This was...a little bit of a surprise, that she’d still keep the forced reluctance up. The Empress— Calofisteri Blackwind, rather—was still in most ways a mystery, but one thing that all accounts in the Ironworks library held in common was that she never wasted a breath that could be spent talking about herself. It was something that, much as he hated to admit it, he could relate to after being sealed in a tower for a few hundred years all alone. He’d thought… Well, he’d thought maybe the roundabout way that the Empress had been treating him had been some sort of test, or an act, or  _ something _ . Had he just misread her? Or was this just another layer of the little game she was playing?

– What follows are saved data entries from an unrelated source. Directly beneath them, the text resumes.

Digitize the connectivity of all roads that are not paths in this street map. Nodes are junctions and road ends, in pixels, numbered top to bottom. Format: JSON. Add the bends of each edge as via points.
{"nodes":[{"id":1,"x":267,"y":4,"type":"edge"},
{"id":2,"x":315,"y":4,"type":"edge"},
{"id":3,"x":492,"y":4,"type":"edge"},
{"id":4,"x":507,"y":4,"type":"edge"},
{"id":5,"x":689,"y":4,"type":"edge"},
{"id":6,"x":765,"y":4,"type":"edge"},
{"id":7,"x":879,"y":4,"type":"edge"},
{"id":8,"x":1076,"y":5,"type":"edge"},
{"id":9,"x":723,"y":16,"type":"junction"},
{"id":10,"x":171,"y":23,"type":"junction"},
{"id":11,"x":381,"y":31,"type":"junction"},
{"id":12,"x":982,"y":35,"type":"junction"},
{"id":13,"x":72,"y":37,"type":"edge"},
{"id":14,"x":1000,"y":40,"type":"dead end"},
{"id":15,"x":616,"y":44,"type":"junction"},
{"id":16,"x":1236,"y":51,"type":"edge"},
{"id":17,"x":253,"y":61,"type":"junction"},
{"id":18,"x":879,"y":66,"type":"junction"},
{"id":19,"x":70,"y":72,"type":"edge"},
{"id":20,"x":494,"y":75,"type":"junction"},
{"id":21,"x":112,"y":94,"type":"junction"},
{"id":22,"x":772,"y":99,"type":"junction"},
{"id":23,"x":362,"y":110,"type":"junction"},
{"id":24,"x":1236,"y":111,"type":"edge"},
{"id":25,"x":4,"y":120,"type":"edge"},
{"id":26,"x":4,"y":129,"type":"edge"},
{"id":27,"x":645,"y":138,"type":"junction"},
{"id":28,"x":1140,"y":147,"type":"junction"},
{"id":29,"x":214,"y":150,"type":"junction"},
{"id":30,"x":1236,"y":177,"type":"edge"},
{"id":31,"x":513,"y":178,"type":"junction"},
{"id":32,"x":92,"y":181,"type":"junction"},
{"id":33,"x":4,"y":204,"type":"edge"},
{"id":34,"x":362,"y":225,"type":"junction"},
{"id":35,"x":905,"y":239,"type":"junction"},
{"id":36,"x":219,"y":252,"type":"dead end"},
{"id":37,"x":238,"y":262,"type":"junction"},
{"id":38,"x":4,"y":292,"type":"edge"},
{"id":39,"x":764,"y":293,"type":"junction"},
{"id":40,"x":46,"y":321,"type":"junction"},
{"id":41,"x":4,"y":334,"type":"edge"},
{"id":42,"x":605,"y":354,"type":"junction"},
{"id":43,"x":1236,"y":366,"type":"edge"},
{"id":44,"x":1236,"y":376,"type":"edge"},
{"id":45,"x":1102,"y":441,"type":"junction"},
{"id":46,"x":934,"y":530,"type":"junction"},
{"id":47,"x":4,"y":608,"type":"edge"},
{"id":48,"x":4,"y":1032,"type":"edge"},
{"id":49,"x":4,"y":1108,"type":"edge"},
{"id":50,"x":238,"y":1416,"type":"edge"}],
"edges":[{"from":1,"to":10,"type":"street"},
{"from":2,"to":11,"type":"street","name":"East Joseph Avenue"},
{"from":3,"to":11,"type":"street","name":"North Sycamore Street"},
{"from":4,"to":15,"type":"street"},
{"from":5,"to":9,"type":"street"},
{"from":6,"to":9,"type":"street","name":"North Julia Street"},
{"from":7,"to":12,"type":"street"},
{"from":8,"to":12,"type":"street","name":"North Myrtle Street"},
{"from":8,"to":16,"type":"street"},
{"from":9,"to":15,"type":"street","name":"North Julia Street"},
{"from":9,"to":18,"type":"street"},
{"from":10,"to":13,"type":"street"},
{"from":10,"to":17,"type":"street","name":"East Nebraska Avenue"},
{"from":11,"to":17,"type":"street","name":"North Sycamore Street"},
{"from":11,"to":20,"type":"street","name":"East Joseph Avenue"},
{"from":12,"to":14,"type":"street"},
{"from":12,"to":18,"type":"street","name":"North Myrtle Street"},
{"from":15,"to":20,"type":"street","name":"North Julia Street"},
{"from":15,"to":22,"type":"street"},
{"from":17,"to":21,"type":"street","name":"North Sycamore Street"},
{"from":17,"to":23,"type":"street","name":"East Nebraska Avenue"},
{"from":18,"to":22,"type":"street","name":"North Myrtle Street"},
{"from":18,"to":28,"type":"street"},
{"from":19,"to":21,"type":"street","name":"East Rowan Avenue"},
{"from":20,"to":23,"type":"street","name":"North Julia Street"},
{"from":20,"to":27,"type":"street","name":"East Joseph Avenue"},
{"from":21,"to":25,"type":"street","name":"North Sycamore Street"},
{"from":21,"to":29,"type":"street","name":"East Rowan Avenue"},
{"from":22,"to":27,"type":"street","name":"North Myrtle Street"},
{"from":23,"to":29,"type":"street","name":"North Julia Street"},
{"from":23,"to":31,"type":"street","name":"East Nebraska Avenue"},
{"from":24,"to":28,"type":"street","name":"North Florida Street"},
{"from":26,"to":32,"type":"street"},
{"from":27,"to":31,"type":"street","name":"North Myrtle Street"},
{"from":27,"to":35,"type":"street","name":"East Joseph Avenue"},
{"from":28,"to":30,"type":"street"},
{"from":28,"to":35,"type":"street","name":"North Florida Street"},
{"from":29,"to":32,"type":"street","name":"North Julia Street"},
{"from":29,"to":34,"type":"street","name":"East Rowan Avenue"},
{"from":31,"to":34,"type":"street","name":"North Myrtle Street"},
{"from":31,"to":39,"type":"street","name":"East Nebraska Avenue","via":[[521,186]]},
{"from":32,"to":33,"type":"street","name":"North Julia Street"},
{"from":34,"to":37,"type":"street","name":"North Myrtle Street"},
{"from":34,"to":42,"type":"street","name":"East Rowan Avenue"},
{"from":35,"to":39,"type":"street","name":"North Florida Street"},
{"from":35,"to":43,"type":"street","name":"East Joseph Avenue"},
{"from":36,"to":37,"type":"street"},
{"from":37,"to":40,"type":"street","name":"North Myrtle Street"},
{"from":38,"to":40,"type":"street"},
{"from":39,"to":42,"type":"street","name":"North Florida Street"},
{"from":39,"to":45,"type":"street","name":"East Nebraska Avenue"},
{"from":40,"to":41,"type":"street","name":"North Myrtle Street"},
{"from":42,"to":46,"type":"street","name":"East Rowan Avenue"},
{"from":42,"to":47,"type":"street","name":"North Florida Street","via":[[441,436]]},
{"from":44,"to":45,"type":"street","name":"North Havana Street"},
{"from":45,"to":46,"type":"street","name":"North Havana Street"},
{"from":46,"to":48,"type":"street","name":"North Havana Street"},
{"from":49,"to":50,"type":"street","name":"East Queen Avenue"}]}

“Come now, humility is one thing but you’re hardly some minor figure in history, and besides, none were closer to the Warrior of Light than you!”    
  
“Yes, we were lovers, but I fail to see the relevance. I was not her superior, nor her teacher. She did not rely upon me or my influence to act,” she said as matter of fact, gesturing to the neatly bound papers grasped in the miqo’te’s hand, “and I have already written of how furious our separation will make her several times within the documents you hold. They should suitably prepare you to navigate her wrath with as little death and dismemberment as possible.”   
  
“Wh—!” G'raha’s tail stood on end, his mind briefly picturing Marguerite not just as his comrade but the whirlwind of fury she became with axe in hand, and how keenly aware he had been for just a moment, standing next to her after seeing her conquer the Allagan labyrinth, of how easily she could have crushed him on the spot for the perhaps…  _ slightly impolite _ way he had teased her when they had first met on the hunt for aethersand. Not that he’d let it dampen his attitude at the time of course but, then that  _ was _ before her muscle ran on some form of continuous explosion, as the diagrams he’d glanced at hinted... “N-now that’s surely an exaggeration–”   
  
“Yes, my scribe at the time said the same thing. I believe her words were ‘This woman sounds more like a walking volcano than a legendary hero.’ It was something of a nostalgic observation, in truth, and not wholly inaccurate. I only wish she would stop apologizing for making it.”    
  
G'raha took a second to regain his composure. It was clear the Empress was quite content to tread in circles around his inquiry all day if it pleased her. He’d hoped he’d begun to crack her shell but it was beginning to feel like the Voidmage was shells upon shells all the way down.   
  
“Empress, I really must insist. For a task this grand in scope, I need any information at all that might be helpful. And…” He considered his next move carefully. While she had always supported the Ironworks from a distance, the Empress had kept her true feelings about their plan close to her chest. Given her deep connection to the Warrior of Light, and her level of influence and power, it had always been considered the best course of action not to  _ burden _ her with talk of certain hypotheticals that might cause her to act irrationally. But, he suspected, without incentive, prying any information from her may take days which he hadn’t the freedom to spend. “The Calling isn’t entirely  _ precise _ as yet you understand…”   
  
“Oh?” This clearly caught her attention, her titanic frame bending forward to meet him, tendril eye to eye. “ _ Imprecise _ , you say…”   
  
G'raha considered elaborating further on the chance that, if the two of them were together when the beacon was activated, her aether could be dragged along through the rift beside the warrior of light, in something of a reverse of the circumstances that had allowed her to survive the blooming of Black Rose in their own history. A chance that, in all honesty, had become all but impossible to ignore as the mechanisms of the Calling took shape. For once, the Empress saved him the effort.   
  
“I believe I understand,” she said, reclining back into her throne. The thick barbed vines of her hair sliding smoothly back into place like woven serpents. She’d accepted that quickly then— suspiciously quickly. Perhaps she’d already had a hunch, being an accomplished mage herself. “Then I see no harm in indulging you. What is it you wish to know?”   
  
G’raha sighed with relief. Interviews had easily been his least favorite part of the study of history, but, hopefully, with the history sitting directly in front of him and finally willing to cooperate, teasing out the truth wouldn’t prove TOO difficult. “Thank you, my lady. No need to tax yourself overmuch, and I shall try to be delicate, but any detail you could spare about the person you were in the time of the Warrior of Light… Well you understand, right?”   
  
“Yes, of course. How I used to be…” The Empress turned her gaze towards one of the many windows of her throne room, to the breadth of the Floating Continent and the Sea of Clouds beyond.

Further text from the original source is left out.